START MATERIAL FOR THE TASK
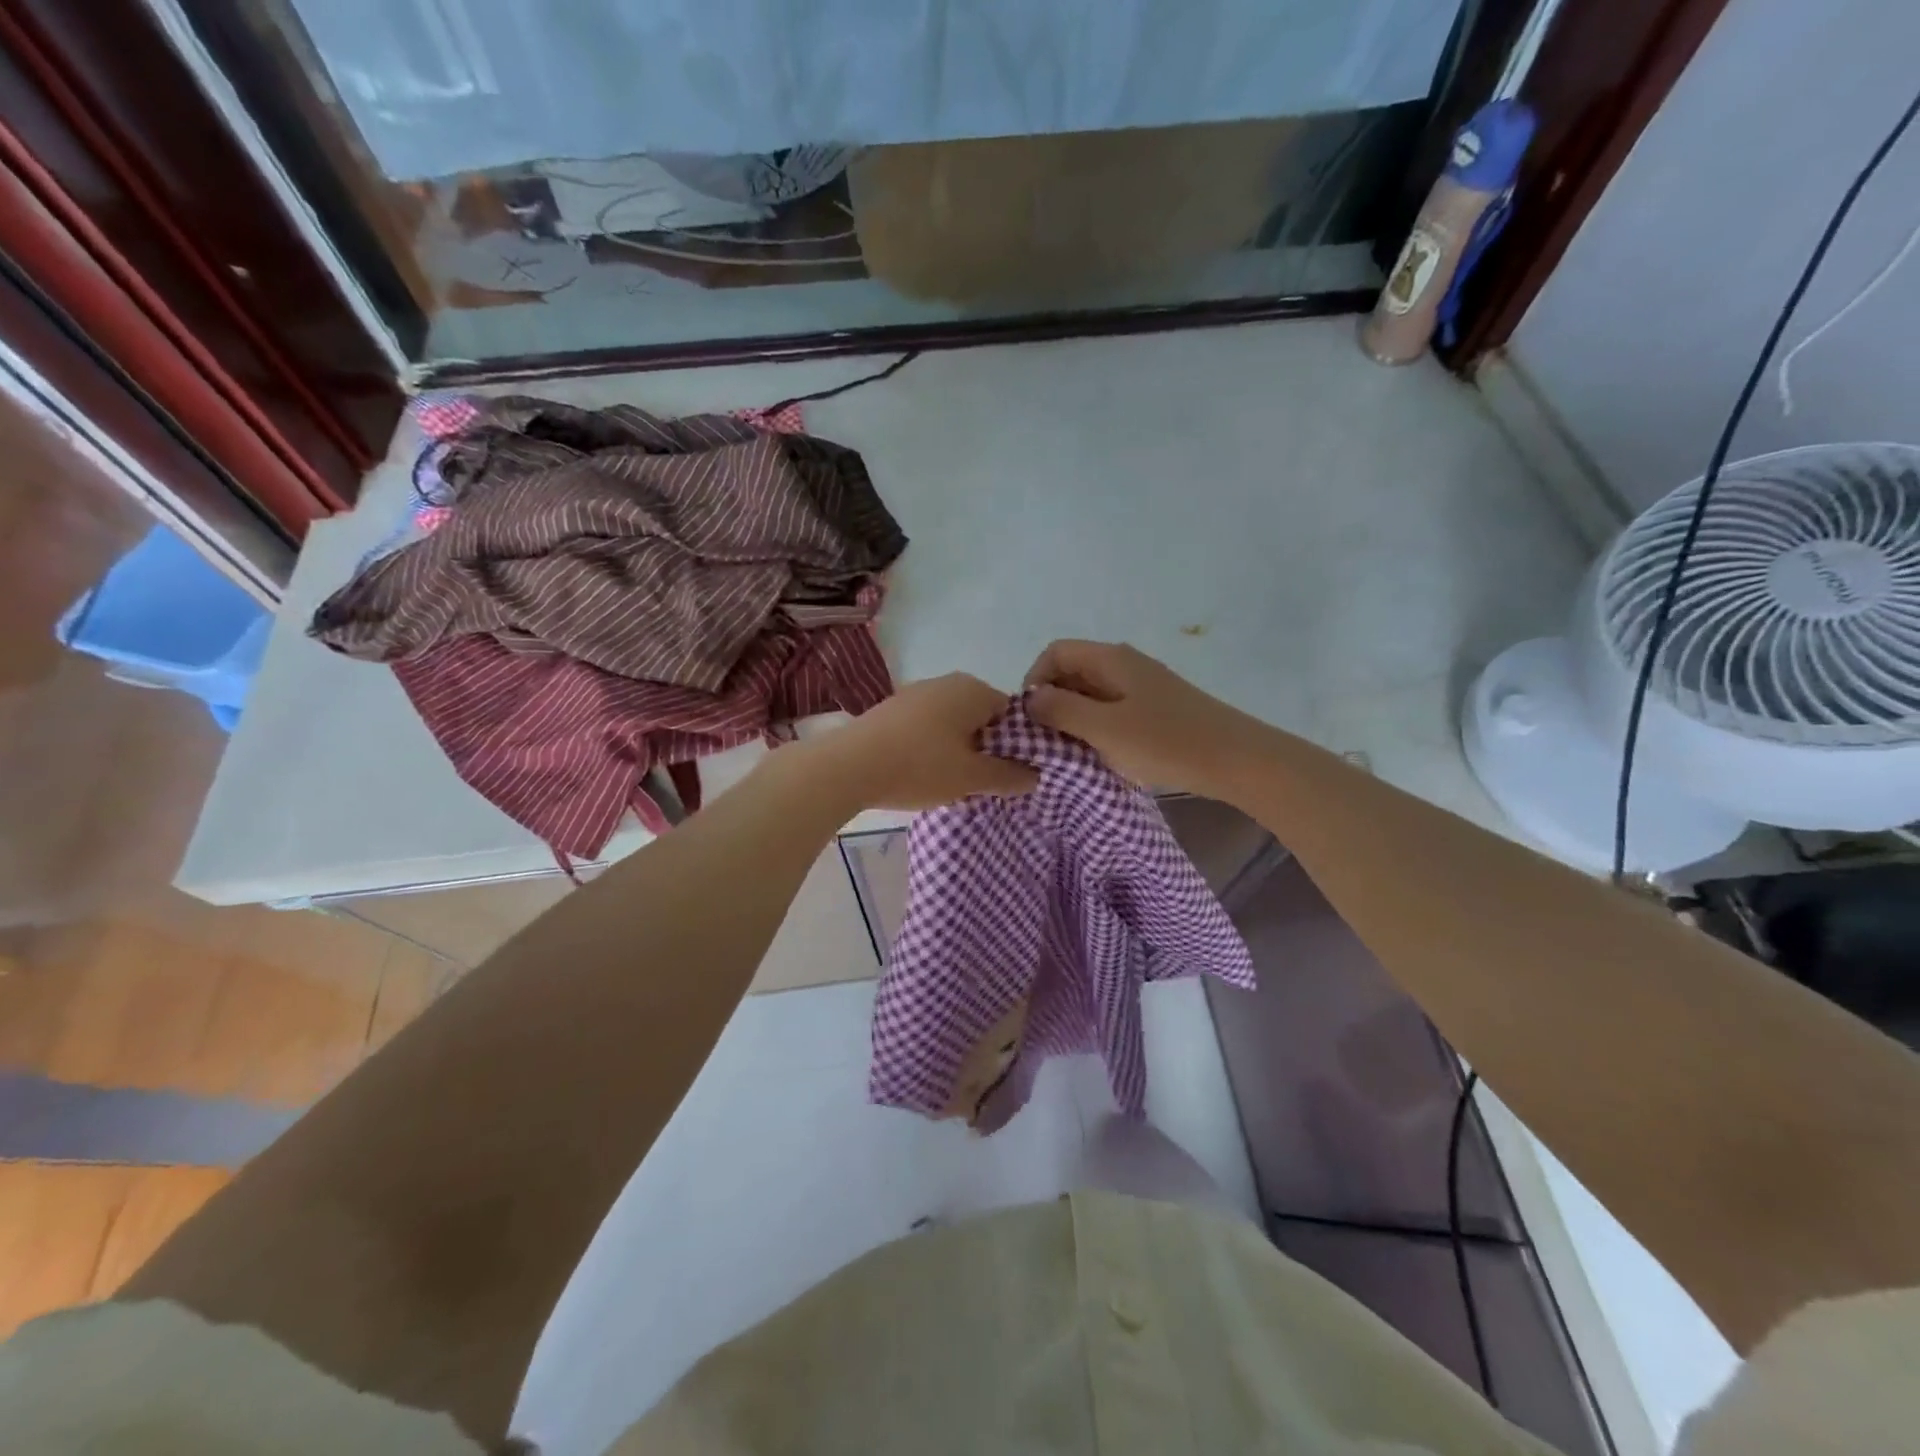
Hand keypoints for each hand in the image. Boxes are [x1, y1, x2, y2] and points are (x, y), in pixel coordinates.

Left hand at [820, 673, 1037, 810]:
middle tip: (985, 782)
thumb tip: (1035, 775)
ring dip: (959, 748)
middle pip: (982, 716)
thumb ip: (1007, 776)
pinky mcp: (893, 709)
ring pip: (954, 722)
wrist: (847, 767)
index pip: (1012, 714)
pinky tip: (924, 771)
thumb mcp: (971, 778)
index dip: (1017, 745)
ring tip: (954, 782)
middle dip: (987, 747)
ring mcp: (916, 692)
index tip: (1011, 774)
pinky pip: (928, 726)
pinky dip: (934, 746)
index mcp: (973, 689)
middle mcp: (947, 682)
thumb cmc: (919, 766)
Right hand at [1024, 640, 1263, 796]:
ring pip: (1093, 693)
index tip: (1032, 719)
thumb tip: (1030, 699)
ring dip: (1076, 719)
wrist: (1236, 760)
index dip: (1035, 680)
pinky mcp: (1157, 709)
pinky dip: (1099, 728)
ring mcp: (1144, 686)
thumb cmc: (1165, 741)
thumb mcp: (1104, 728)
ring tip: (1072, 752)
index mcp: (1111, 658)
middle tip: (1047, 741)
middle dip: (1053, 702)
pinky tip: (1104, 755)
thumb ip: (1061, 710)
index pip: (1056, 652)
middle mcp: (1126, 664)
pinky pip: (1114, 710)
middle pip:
END MATERIAL FOR THE TASK
> [WHAT THE EXERCISE ASKS]:
Take from the material every line that holds "ring".

> [RESULT BELOW]:
ring dip: (959, 748)
ring pip: (954, 722)
ring tip: (954, 782)
ring mcp: (916, 692)
ring pip: (1093, 693)
ring dip: (1076, 719)
ring mcp: (1144, 686)
ring tip: (1072, 752)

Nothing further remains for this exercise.